Secretary of State Mike Pompeo said last month that a second summit between the two leaders would be scheduled as part of diplomatic talks that he described as promising. But even as these talks have been ongoing, North Korea continues to work on its nuclear program. U.S. intelligence officials, including CIA Director Gina Haspel, have expressed public skepticism about the North’s willingness to give up its weapons.
Answering questions after a speech in Louisville in September, Haspel noted that Kim Jong Un’s government views nuclear weapons as “essential to their regime’s survival.”

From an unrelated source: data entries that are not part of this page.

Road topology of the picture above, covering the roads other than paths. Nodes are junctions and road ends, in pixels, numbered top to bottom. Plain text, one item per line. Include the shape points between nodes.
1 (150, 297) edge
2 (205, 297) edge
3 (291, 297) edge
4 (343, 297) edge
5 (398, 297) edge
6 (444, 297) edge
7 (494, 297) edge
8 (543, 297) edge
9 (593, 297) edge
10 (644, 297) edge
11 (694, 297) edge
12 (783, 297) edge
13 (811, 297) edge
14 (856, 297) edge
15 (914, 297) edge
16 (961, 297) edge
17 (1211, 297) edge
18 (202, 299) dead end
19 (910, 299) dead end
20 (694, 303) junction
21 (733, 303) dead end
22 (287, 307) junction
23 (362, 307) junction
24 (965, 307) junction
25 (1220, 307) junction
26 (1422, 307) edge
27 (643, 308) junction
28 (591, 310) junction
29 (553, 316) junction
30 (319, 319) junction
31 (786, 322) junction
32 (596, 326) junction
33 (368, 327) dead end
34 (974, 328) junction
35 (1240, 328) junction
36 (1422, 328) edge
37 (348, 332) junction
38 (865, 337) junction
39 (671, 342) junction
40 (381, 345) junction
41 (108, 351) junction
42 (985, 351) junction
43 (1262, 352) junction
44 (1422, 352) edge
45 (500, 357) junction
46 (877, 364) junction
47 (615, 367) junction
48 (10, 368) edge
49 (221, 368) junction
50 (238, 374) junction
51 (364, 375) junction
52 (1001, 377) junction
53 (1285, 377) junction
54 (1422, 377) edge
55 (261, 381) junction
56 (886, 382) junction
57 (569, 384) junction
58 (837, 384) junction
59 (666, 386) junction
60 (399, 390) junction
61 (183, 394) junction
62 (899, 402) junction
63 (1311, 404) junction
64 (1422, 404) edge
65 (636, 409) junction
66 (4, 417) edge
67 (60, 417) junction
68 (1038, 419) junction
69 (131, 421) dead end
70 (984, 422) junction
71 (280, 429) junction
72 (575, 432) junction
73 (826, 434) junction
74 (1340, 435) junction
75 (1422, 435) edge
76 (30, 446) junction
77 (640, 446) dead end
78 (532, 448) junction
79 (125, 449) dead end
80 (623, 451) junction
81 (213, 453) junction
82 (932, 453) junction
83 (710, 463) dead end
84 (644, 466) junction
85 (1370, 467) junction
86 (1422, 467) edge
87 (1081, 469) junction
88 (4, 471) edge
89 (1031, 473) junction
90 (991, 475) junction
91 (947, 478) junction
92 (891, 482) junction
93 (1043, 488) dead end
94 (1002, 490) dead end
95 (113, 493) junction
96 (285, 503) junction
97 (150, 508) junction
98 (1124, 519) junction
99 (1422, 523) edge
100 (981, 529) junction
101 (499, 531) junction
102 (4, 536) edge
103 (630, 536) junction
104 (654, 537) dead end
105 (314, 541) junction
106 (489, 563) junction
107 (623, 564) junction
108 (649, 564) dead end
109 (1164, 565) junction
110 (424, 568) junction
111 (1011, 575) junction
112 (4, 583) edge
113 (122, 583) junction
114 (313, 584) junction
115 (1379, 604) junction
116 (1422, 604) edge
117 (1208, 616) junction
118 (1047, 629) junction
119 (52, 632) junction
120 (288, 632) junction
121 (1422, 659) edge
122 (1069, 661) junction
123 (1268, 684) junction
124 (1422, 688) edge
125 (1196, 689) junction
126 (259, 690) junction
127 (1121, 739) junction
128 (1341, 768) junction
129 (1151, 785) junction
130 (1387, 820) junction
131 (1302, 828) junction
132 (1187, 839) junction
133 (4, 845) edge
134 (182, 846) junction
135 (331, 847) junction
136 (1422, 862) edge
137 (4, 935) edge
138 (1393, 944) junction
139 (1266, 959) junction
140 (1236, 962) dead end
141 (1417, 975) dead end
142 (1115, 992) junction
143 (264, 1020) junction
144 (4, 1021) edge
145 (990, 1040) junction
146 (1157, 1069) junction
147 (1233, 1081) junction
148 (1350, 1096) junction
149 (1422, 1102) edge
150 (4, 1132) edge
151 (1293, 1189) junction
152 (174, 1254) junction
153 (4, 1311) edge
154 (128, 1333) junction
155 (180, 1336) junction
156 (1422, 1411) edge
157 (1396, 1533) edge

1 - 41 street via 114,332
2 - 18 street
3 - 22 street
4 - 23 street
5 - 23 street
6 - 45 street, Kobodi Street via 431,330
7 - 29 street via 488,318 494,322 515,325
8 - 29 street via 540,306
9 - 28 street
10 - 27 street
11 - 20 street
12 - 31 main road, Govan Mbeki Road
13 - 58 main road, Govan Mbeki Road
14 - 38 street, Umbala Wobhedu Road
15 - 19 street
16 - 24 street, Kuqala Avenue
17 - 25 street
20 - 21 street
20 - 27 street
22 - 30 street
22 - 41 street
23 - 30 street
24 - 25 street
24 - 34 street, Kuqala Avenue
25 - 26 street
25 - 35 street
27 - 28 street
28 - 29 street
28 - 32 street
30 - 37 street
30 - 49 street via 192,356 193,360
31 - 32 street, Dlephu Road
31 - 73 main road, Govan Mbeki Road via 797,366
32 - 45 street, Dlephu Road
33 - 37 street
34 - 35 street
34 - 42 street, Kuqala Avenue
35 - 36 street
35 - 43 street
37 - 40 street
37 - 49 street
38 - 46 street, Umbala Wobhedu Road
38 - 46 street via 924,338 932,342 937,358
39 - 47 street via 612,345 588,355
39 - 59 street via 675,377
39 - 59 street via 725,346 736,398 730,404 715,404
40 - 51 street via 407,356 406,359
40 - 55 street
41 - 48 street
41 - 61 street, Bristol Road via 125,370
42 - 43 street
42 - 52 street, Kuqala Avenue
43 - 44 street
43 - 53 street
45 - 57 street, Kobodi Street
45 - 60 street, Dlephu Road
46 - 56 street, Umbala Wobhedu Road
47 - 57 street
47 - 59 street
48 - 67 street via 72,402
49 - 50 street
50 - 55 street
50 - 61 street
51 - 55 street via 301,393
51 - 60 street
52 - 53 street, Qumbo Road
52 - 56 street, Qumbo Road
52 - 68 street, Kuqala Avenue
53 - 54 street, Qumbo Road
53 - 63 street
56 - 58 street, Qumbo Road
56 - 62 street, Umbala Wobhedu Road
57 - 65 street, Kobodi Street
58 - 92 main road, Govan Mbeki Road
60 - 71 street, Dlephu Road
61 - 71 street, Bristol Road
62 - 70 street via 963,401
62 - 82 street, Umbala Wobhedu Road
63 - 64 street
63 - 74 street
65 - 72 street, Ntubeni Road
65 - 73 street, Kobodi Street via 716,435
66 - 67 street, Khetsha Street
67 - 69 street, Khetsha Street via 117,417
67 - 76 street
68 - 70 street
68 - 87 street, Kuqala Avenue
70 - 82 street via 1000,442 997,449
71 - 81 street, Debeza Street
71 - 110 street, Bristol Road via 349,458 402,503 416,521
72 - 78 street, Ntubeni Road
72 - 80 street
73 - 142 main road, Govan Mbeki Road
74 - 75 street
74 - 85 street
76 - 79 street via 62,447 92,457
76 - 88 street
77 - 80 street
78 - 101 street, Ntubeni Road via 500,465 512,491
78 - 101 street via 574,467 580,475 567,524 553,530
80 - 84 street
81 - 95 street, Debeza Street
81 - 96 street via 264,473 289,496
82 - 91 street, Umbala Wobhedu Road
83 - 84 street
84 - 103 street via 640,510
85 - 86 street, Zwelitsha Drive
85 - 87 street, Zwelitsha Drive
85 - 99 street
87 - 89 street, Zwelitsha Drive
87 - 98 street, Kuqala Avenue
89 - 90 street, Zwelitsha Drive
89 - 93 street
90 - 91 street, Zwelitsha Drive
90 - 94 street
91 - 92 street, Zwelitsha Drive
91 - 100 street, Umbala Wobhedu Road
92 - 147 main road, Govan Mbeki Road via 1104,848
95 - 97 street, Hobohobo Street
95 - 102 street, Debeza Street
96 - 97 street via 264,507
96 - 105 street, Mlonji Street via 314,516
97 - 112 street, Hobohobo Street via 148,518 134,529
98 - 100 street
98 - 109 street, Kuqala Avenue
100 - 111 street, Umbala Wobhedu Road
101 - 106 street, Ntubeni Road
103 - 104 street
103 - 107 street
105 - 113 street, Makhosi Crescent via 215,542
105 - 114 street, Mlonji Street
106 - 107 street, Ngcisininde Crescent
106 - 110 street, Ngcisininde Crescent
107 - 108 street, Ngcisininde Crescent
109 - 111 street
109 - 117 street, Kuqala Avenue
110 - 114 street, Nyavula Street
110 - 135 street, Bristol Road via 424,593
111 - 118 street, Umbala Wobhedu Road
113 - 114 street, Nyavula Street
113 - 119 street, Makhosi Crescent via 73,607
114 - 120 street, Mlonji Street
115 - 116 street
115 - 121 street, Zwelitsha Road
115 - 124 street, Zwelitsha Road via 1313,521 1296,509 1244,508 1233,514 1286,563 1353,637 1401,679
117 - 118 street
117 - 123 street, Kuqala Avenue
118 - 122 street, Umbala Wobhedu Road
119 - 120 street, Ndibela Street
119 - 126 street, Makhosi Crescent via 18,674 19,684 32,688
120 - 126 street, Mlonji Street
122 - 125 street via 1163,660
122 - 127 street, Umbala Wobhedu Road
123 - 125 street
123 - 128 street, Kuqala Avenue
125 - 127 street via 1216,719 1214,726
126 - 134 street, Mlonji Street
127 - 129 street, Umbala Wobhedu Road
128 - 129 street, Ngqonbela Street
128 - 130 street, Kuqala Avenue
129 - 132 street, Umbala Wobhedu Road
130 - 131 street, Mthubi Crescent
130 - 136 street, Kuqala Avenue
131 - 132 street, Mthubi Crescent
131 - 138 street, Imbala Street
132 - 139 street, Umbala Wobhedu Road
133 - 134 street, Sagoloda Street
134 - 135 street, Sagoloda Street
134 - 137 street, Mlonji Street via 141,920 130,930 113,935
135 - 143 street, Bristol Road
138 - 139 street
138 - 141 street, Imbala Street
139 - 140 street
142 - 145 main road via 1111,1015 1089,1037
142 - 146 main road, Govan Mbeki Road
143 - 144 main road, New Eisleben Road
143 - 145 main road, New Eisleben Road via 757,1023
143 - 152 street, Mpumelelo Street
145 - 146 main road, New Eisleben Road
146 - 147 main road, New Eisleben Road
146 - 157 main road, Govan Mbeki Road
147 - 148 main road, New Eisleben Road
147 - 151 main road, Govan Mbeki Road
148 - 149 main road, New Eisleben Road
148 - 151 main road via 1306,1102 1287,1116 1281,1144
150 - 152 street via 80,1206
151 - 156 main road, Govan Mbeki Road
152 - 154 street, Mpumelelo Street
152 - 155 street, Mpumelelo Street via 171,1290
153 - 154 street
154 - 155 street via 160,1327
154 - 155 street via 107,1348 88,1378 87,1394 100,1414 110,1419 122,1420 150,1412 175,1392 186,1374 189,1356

Trump, in a June tweet, declared that “There is no longer a Nuclear Threat from North Korea,” a view that is not shared by any of his top national security officials, or the American intelligence community.
NBC News reported in June that U.S. intelligence agencies had detected that North Korea has increased its production of fuel for nuclear weapons at multiple secret sites even as Trump and Kim were meeting— and that Kim would seek to hide those facilities as he tries to extract concessions in nuclear talks with the Trump administration.
The Washington Post corroborated that story, reporting that intelligence agencies had concluded that North Korea “does not intend to fully surrender its nuclear stockpile, and instead is considering ways to conceal the number of weapons it has and secret production facilities.”
North Korea has offered to dismantle a missile site even as it has been improving other sites in full view of American spy satellites, underscoring the regime’s continued work on its missile programs, officials tell NBC News. Experts also say they have no reason to believe North Korea has stopped production of nuclear fuel. The North already has as many as 60 nuclear bombs, intelligence estimates suggest.
But Trump continues to suggest, without evidence, that he is solving the North Korea problem.
“The sanctions are on,” Trump said at a news conference last week. “The missiles have stopped. The rockets have stopped. The hostages are home.”
But experts say the global sanctions regime on North Korea has weakened in recent months, in part because Russia and China have stepped up trade with North Korea.
Many observers argue that Trump has been played by Kim.
“Kim didn’t dupe Trump. Trump duped himself,” tweeted Jeffrey Lewis, an arms control expert who studies North Korea closely.
“Kim pocketed the legitimacy that the leader of the free world gave the dictator of a rogue state and has not even provided a list of his nuclear weapons, missiles, and facilities, let alone get rid of them,” said Ivan Eland, a senior fellow at the Independent Institute, a California think tank.
“Because no viable military option exists to take out North Korea’s missiles and nuclear arsenal, the US will eventually need to use its vastly superior atomic arsenal to deter an attack from a nuclear North Korea — as it has successfully done with more formidable nuclear foes, such as the Soviet Union, Russia, and China.”